The five-year court battle between the Mail & Guardian and the Presidency over access to a report on the controversial 2002 election in Zimbabwe will be back at the Supreme Court of Appeal next month.
Former president Thabo Mbeki commissioned the report. (Image: The White House)
Former president Thabo Mbeki commissioned the report. (Image: The White House)

Three consecutive presidents have resisted handing over the report, commissioned by former president Thabo Mbeki and written by Constitutional Court judges Dikgang Moseneke and Sisi Khampepe. In court papers, the Presidency said the report was about "legal and constitutional issues" related to the election. The newspaper suspects it might shed light on whether the election was free and fair.

The dispute has already been to the High Court, the Supreme Court of Appeal, the Constitutional Court, and back to the High Court. This means it has been considered and pronounced upon by 16 judges.

And, in the meantime, an intervening mini-drama threatened to put paid to the litigation: the report went missing from High Court Judge Joseph Raulinga's chambers.

Judge Raulinga was the second High Court judge to hear the case. The report disappeared after he had ordered that it be handed over to the Mail & Guardian and had granted leave to appeal, but before it was sent to the Supreme Court of Appeal.

Missing report 'turned up'

The judges then informed the parties they had a copy and could make it available. The presidency indicated they should hand it to the president.
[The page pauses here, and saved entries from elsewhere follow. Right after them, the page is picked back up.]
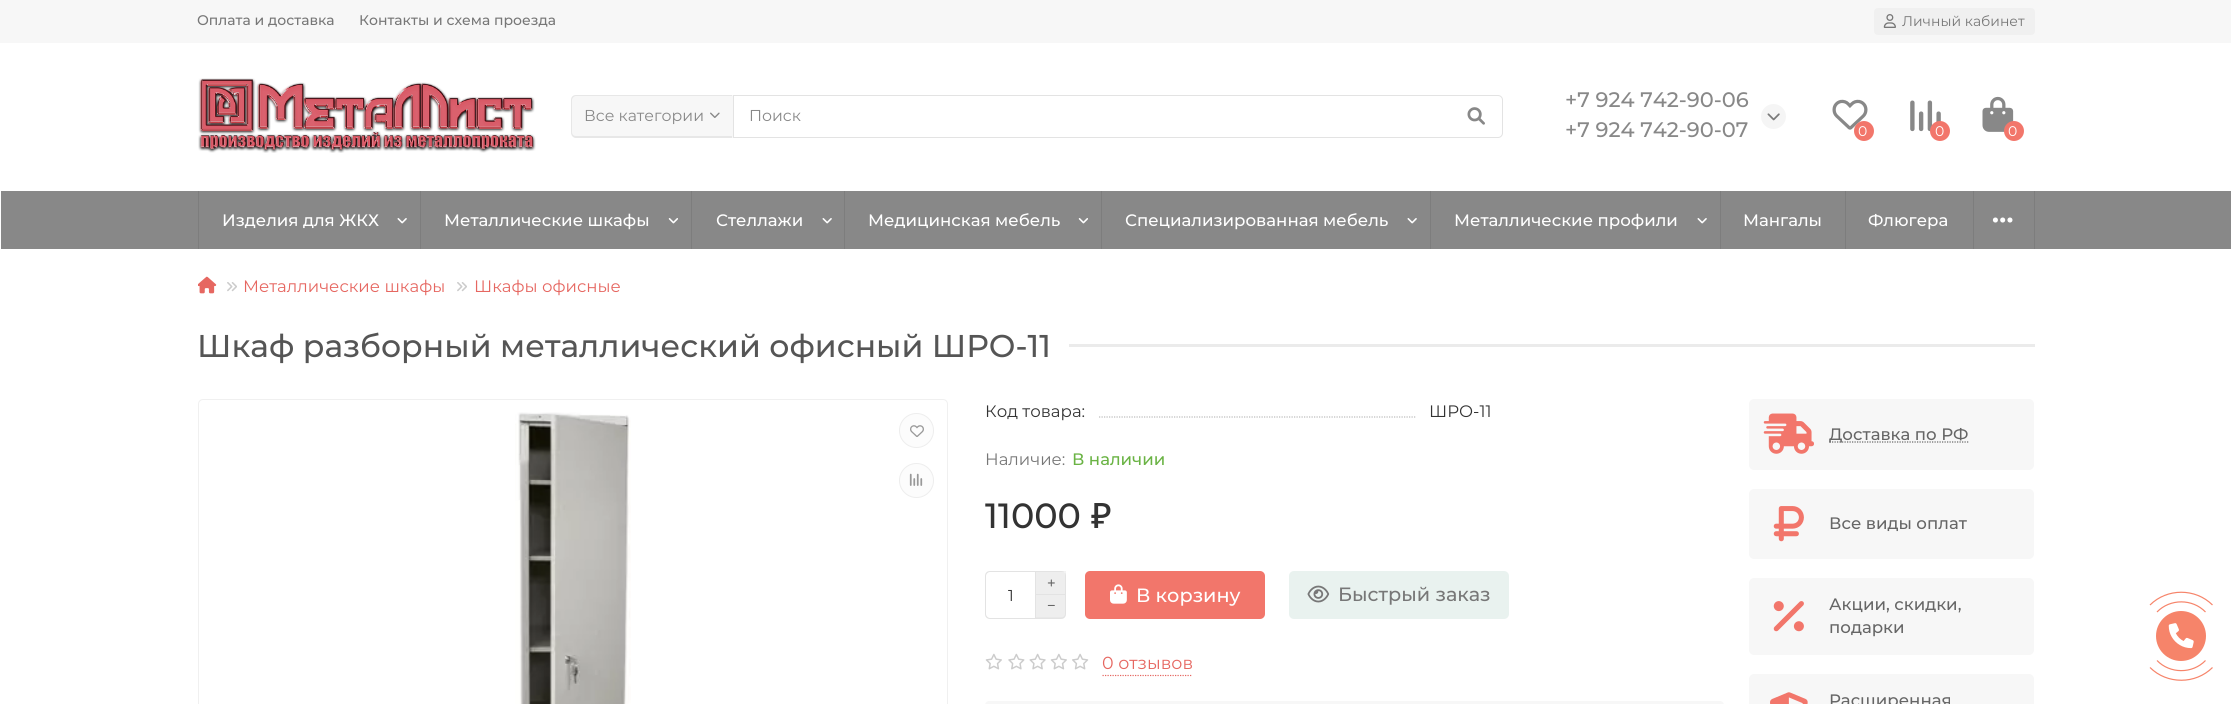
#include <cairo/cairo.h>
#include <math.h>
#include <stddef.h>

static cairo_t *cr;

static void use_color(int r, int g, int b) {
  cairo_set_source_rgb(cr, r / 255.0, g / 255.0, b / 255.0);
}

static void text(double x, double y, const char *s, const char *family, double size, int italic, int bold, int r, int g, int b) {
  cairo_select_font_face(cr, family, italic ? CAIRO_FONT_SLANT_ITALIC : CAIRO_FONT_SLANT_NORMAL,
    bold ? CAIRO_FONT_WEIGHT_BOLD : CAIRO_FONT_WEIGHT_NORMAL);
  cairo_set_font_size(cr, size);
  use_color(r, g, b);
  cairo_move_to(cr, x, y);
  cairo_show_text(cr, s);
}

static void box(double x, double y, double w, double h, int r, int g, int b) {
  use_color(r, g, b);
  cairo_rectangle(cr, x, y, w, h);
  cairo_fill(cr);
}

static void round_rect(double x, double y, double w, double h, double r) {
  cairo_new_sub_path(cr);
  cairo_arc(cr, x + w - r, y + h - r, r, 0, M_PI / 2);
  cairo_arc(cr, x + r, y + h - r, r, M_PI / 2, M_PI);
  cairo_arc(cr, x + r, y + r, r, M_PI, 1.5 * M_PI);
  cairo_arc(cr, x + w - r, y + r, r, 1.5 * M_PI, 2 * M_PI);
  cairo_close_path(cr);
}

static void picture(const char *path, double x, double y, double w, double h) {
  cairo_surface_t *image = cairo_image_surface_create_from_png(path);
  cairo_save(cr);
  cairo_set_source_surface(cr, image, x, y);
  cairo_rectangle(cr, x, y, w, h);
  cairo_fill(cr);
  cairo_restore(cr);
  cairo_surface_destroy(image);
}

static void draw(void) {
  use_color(255, 255, 255);
  cairo_paint(cr);
  box(0, 0, 2231, 43, 247, 247, 247);
  use_color(240, 240, 240);
  round_rect(1874, 8, 161, 27, 4);
  cairo_fill(cr);
  picture("img_01.png", 1883, 14, 13, 14);
  picture("img_02.png", 198, 78, 338, 75);
  use_color(247, 247, 247);
  cairo_new_path(cr);
  cairo_move_to(cr, 576, 95);
  cairo_line_to(cr, 733, 95);
  cairo_line_to(cr, 733, 138);
  cairo_line_to(cr, 576, 138);
  cairo_curve_to(cr, 573, 138, 571, 136, 571, 133);
  cairo_line_to(cr, 571, 100);
  cairo_curve_to(cr, 571, 97, 573, 95, 576, 95);
  cairo_close_path(cr);
  cairo_fill(cr);
  cairo_set_source_rgba(cr, 0, 0, 0, 0.07);
  cairo_set_fill_rule(cr, CAIRO_FILL_RULE_EVEN_ODD);
  cairo_new_path(cr);
  cairo_move_to(cr, 576, 95);
  cairo_line_to(cr, 732, 95);
  cairo_line_to(cr, 732, 138);
  cairo_line_to(cr, 576, 138);
  cairo_curve_to(cr, 573, 138, 571, 135, 571, 132);
  cairo_line_to(cr, 571, 100);
  cairo_curve_to(cr, 571, 97, 573, 95, 576, 95);
  cairo_close_path(cr);
  cairo_move_to(cr, 576, 96);
  cairo_line_to(cr, 732, 96);
  cairo_line_to(cr, 732, 136);
  cairo_line_to(cr, 576, 136);
  cairo_curve_to(cr, 574, 136, 572, 135, 572, 132);
  cairo_line_to(cr, 572, 100);
  cairo_curve_to(cr, 572, 98, 574, 96, 576, 96);
  cairo_close_path(cr);
  cairo_fill(cr);
  picture("img_03.png", 710, 112, 10, 6);
  cairo_new_path(cr);
  cairo_move_to(cr, 733.5, 95.5);
  cairo_line_to(cr, 1498, 95.5);
  cairo_curve_to(cr, 1500.5, 95.5, 1502.5, 97.5, 1502.5, 100);
  cairo_line_to(cr, 1502.5, 133);
  cairo_curve_to(cr, 1502.5, 135.5, 1500.5, 137.5, 1498, 137.5);
  cairo_line_to(cr, 733.5, 137.5);
  cairo_close_path(cr);
  use_color(227, 227, 227);
  cairo_set_line_width(cr, 1);
  cairo_stroke(cr);
  picture("img_04.png", 1467, 107, 18, 18);
  use_color(245, 245, 245);
  cairo_arc(cr, 1773.5, 116.5, 12.5, 0, 2 * M_PI);
  cairo_fill(cr);
  picture("img_05.png", 1767, 113, 13, 8);
  picture("img_06.png", 1832, 99, 36, 31);
  use_color(242, 118, 107);
  cairo_arc(cr, 1864, 131, 10, 0, 2 * M_PI);
  cairo_fill(cr);
  picture("img_07.png", 1910, 100, 31, 32);
  cairo_arc(cr, 1940, 131, 10, 0, 2 * M_PI);
  cairo_fill(cr);
  picture("img_08.png", 1982, 96, 32, 36);
  cairo_arc(cr, 2014, 131, 10, 0, 2 * M_PI);
  cairo_fill(cr);
  box(1, 191, 2230, 58, 136, 136, 136);
  box(198, 191, 1, 58, 125, 125, 125);
  picture("img_09.png", 397, 218, 10, 6);
  box(420, 191, 1, 58, 125, 125, 125);
  picture("img_10.png", 668, 218, 10, 6);
  box(691, 191, 1, 58, 125, 125, 125);
  picture("img_09.png", 822, 218, 10, 6);
  box(844, 191, 1, 58, 125, 125, 125);
  picture("img_10.png", 1078, 218, 10, 6);
  box(1101, 191, 1, 58, 125, 125, 125);
  picture("img_09.png", 1407, 218, 10, 6);
  box(1430, 191, 1, 58, 125, 125, 125);
  picture("img_09.png", 1697, 218, 10, 6);
  box(1720, 191, 1, 58, 125, 125, 125);
  box(1845, 191, 1, 58, 125, 125, 125);
  box(1973, 191, 1, 58, 125, 125, 125);
  box(2034, 191, 1, 58, 125, 125, 125);
  picture("img_11.png", 1992, 217, 21, 6);
  picture("img_12.png", 198, 276, 19, 18);
  picture("img_13.png", 227, 282, 10, 10);
  picture("img_13.png", 457, 282, 10, 10);
  box(1069, 344, 966, 3, 235, 235, 235);
  round_rect(198.5, 399.5, 749, 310, 4.5);
  use_color(240, 240, 240);
  cairo_stroke(cr);
  picture("img_14.png", 515, 412, 116, 292);
  use_color(252, 252, 252);
  cairo_arc(cr, 916.5, 430.5, 17, 0, 2 * M_PI);
  cairo_fill_preserve(cr);
  use_color(237, 237, 237);
  cairo_stroke(cr);
  picture("img_15.png", 910, 425, 14, 12);
  use_color(252, 252, 252);
  cairo_arc(cr, 916.5, 480.5, 17, 0, 2 * M_PI);
  cairo_fill_preserve(cr);
  use_color(237, 237, 237);
  cairo_stroke(cr);
  picture("img_16.png", 909, 473, 14, 13);
  cairo_new_path(cr);
  cairo_move_to(cr, 1099, 417);
  cairo_line_to(cr, 1416, 417);
  use_color(187, 187, 187);
  cairo_set_line_width(cr, 1.2);
  cairo_set_dash(cr, (double[]){1.25, 1.25}, 2, 0);
  cairo_stroke(cr);
  use_color(227, 227, 227);
  cairo_new_path(cr);
  cairo_move_to(cr, 990, 571);
  cairo_line_to(cr, 1035, 571);
  cairo_line_to(cr, 1035, 619);
  cairo_line_to(cr, 990, 619);
  cairo_curve_to(cr, 987, 619, 985, 617, 985, 614);
  cairo_line_to(cr, 985, 576);
  cairo_curve_to(cr, 985, 573, 987, 571, 990, 571);
  cairo_close_path(cr);
  cairo_move_to(cr, 990, 572);
  cairo_line_to(cr, 1035, 572);
  cairo_line_to(cr, 1035, 618);
  cairo_line_to(cr, 990, 618);
  cairo_curve_to(cr, 988, 618, 986, 616, 986, 614);
  cairo_line_to(cr, 986, 576);
  cairo_curve_to(cr, 986, 574, 988, 572, 990, 572);
  cairo_close_path(cr);
  cairo_fill(cr);
  use_color(238, 238, 238);
  cairo_new_path(cr);
  cairo_move_to(cr, 1035, 571);
  cairo_line_to(cr, 1061, 571);
  cairo_curve_to(cr, 1064, 571, 1066, 573, 1066, 576);
  cairo_line_to(cr, 1066, 595);
  cairo_line_to(cr, 1035, 595);
  cairo_close_path(cr);
  cairo_fill(cr);
  cairo_rectangle(cr, 1035.5, 571.5, 30, 23);
  cairo_set_source_rgba(cr, 0, 0, 0, 0.05);
  cairo_set_line_width(cr, 1);
  cairo_set_dash(cr, NULL, 0, 0);
  cairo_stroke(cr);
  picture("img_17.png", 1047, 579, 8, 8);
  use_color(238, 238, 238);
  cairo_new_path(cr);
  cairo_move_to(cr, 1035, 595);
  cairo_line_to(cr, 1066, 595);
  cairo_line_to(cr, 1066, 614);
  cairo_curve_to(cr, 1066, 617, 1064, 619, 1061, 619);
  cairo_line_to(cr, 1035, 619);
  cairo_close_path(cr);
  cairo_fill(cr);
  cairo_set_source_rgba(cr, 0, 0, 0, 0.05);
  cairo_new_path(cr);
  cairo_move_to(cr, 1035, 595);
  cairo_line_to(cr, 1066, 595);
  cairo_line_to(cr, 1066, 614);
  cairo_curve_to(cr, 1066, 616.5, 1064, 619, 1061, 619);
  cairo_line_to(cr, 1035, 619);
  cairo_close_path(cr);
  cairo_move_to(cr, 1036, 595);
  cairo_line_to(cr, 1065, 595);
  cairo_line_to(cr, 1065, 614);
  cairo_curve_to(cr, 1065, 616, 1063.5, 617.5, 1061, 617.5);
  cairo_line_to(cr, 1036, 617.5);
  cairo_close_path(cr);
  cairo_fill(cr);
  picture("img_18.png", 1047, 604, 8, 2);
  use_color(242, 118, 107);
  round_rect(1085, 571, 180, 48, 5);
  cairo_fill(cr);
  picture("img_19.png", 1110, 584, 17, 20);
  use_color(233, 242, 239);
  round_rect(1289, 571, 220, 48, 5);
  cairo_fill(cr);
  picture("img_20.png", 1307, 585, 23, 18);
  picture("img_21.png", 985, 653, 17, 17);
  picture("img_22.png", 1008, 653, 17, 17);
  picture("img_23.png", 1029, 653, 17, 17);
  picture("img_21.png", 1050, 653, 17, 17);
  picture("img_24.png", 1072, 653, 17, 17);
  cairo_new_path(cr);
  cairo_move_to(cr, 1102.5, 675.5);
  cairo_line_to(cr, 1192.5, 675.5);
  use_color(230, 103, 97);
  cairo_set_line_width(cr, 1.2);
  cairo_set_dash(cr, (double[]){1.25, 1.25}, 2, 0);
  cairo_stroke(cr);
  use_color(247, 247, 247);
  round_rect(985, 701, 739, 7, 4);
  cairo_fill(cr);
  round_rect(1749, 399, 285, 71, 5);
  cairo_fill(cr);
  picture("img_25.png", 1763, 413, 51, 41);
  cairo_new_path(cr);
  cairo_move_to(cr, 1829.5, 442);
  cairo_line_to(cr, 1969, 442);
  use_color(102, 102, 102);
  cairo_stroke(cr);
  use_color(247, 247, 247);
  round_rect(1749, 489, 285, 70, 5);
  cairo_fill(cr);
  picture("img_26.png", 1773, 506, 31, 36);
  round_rect(1749, 578, 285, 77, 5);
  cairo_fill(cr);
  picture("img_27.png", 1773, 601, 31, 31);
  round_rect(1749, 674, 285, 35, 5);
  cairo_fill(cr);
  picture("img_28.png", 1770, 692, 38, 12);
  use_color(246, 132, 106);
  cairo_arc(cr, 2181, 636, 25, 0, 2 * M_PI);
  cairo_fill(cr);
  cairo_new_path(cr);
  cairo_move_to(cr, 2157, 612);
  cairo_curve_to(cr, 2170, 598.5, 2192.5, 598.5, 2205.5, 612);
  cairo_set_dash(cr, NULL, 0, 0);
  cairo_stroke(cr);
  cairo_new_path(cr);
  cairo_move_to(cr, 2150, 605);
  cairo_curve_to(cr, 2167, 588, 2195.5, 588, 2212.5, 605);
  cairo_stroke(cr);
  cairo_new_path(cr);
  cairo_move_to(cr, 2205.5, 660.5);
  cairo_curve_to(cr, 2192.5, 674, 2170, 674, 2157, 660.5);
  cairo_stroke(cr);
  cairo_new_path(cr);
  cairo_move_to(cr, 2212.5, 667.5);
  cairo_curve_to(cr, 2195.5, 684.5, 2167, 684.5, 2150, 667.5);
  cairo_stroke(cr);
  picture("img_29.png", 2168, 623, 26, 26);
  text(197, 25, "Оплата и доставка", "Montserrat Medium", 14, 0, 0, 119, 119, 119);
  text(359, 25, "Контакты и схема проезда", "Montserrat Medium", 14, 0, 0, 119, 119, 119);
  text(1902, 26, "Личный кабинет", "Montserrat", 14, 0, 0, 119, 119, 119);
  text(584, 121, "Все категории", "Montserrat", 15.75, 0, 0, 136, 136, 136);
  text(749, 121, "Поиск", "Montserrat", 15.75, 0, 0, 136, 136, 136);
  text(1565, 107, "+7 924 742-90-06", "Montserrat Medium", 21, 0, 0, 136, 136, 136);
  text(1565, 137, "+7 924 742-90-07", "Montserrat Medium", 21, 0, 0, 136, 136, 136);
  text(1858, 136, "0", "Montserrat", 14, 0, 0, 255, 255, 255);
  text(1935, 136, "0", "Montserrat", 14, 0, 0, 255, 255, 255);
  text(2008, 136, "0", "Montserrat", 14, 0, 0, 255, 255, 255);
  text(222, 226, "Изделия для ЖКХ", "Montserrat Medium", 16.6, 0, 0, 255, 255, 255);
  text(444, 226, "Металлические шкафы", "Montserrat Medium", 16.6, 0, 0, 255, 255, 255);
  text(716, 226, "Стеллажи", "Montserrat Medium", 16.6, 0, 0, 255, 255, 255);
  text(868, 226, "Медицинская мебель", "Montserrat Medium", 16.6, 0, 0, 255, 255, 255);
  text(1125, 226, "Специализированная мебель", "Montserrat Medium", 16.6, 0, 0, 255, 255, 255);
  text(1454, 226, "Металлические профили", "Montserrat Medium", 16.6, 0, 0, 255, 255, 255);
  text(1743, 226, "Мангалы", "Montserrat Medium", 16.6, 0, 0, 255, 255, 255);
  text(1868, 226, "Флюгера", "Montserrat Medium", 16.6, 0, 0, 255, 255, 255);
  text(243, 292, "Металлические шкафы", "Montserrat", 16.6, 0, 0, 230, 103, 97);
  text(474, 292, "Шкафы офисные", "Montserrat", 16.6, 0, 0, 230, 103, 97);
  text(197, 357, "Шкаф разборный металлический офисный ШРО-11", "Montserrat Medium", 31.5, 0, 0, 85, 85, 85);
  text(985, 417, "Код товара:", "Montserrat", 16.6, 0, 0, 51, 51, 51);
  text(1429, 417, "ШРО-11", "Montserrat", 16.6, 0, 0, 51, 51, 51);
  text(985, 465, "Наличие:", "Montserrat", 16.6, 0, 0, 119, 119, 119);
  text(1072, 465, "В наличии", "Montserrat Medium", 16.6, 0, 0, 106, 179, 68);
  text(985, 528, "11000", "Montserrat Medium", 35, 0, 0, 51, 51, 51);
  text(1091, 528, "₽", "Noto Sans Medium", 35, 0, 0, 51, 51, 51);
  text(1008, 601, "1", "Montserrat", 15.75, 0, 0, 51, 51, 51);
  text(1136, 602, "В корзину", "Montserrat Medium", 19.25, 0, 0, 255, 255, 255);
  text(1338, 601, "Быстрый заказ", "Montserrat Medium", 19.25, 0, 0, 119, 119, 119);
  text(1102, 669, "0 отзывов", "Montserrat", 17.5, 0, 0, 230, 103, 97);
  text(1829, 440, "Доставка по РФ", "Montserrat Medium", 16.6, 0, 0, 102, 102, 102);
  text(1829, 529, "Все виды оплат", "Montserrat Medium", 16.6, 0, 0, 102, 102, 102);
  text(1829, 610, "Акции, скидки,", "Montserrat Medium", 16.6, 0, 0, 102, 102, 102);
  text(1829, 633, "подарки", "Montserrat Medium", 16.6, 0, 0, 102, 102, 102);
  text(1829, 706, "Расширенная", "Montserrat Medium", 16.6, 0, 0, 102, 102, 102);
}

int main(void) {
  cairo_surface_t *surface = cairo_image_surface_create(CAIRO_FORMAT_RGB24, 2231, 704);
  cr = cairo_create(surface);
  cairo_font_options_t *options = cairo_font_options_create();
  cairo_font_options_set_hint_metrics(options, CAIRO_HINT_METRICS_OFF);
  cairo_font_options_set_hint_style(options, CAIRO_HINT_STYLE_NONE);
  cairo_set_font_options(cr, options);
  cairo_set_miter_limit(cr, 4);
  draw();
  cairo_surface_write_to_png(surface, "out.png");
  cairo_font_options_destroy(options);
  cairo_destroy(cr);
  cairo_surface_destroy(surface);
  return 0;
}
But Supreme Court of Appeal president Lex Mpati said it should be handed to the court.

Judge Raulinga later said the report had turned up.

In heads of argument, the Mail & Guardian's counsel Jeremy Gauntlett SC said President Jacob Zuma first asserted the missing report was the only copy and then "resisted the offer" by the two judges to make their copies available to the appeal court.

This "has itself achieved public notoriety and increased the public interest in its contents", he said.

However, the Supreme Court of Appeal will have to decide whether Judge Raulinga was - after having looked at the report - right to order that it be handed to the newspaper.

Judge Raulinga has rejected one of Zuma’s main arguments for keeping the report secret. (Image: GCIS)
Judge Raulinga has rejected one of Zuma’s main arguments for keeping the report secret. (Image: GCIS)

No reason to keep the report secret

Rejecting one of the President's main arguments for keeping the report secret, Judge Raulinga said: "This can never reasonably be construed as information supplied in confidence by or on behalf of another state. In my view most of the information is public knowledge. The report itself does not reveal that it was intended to be kept secret."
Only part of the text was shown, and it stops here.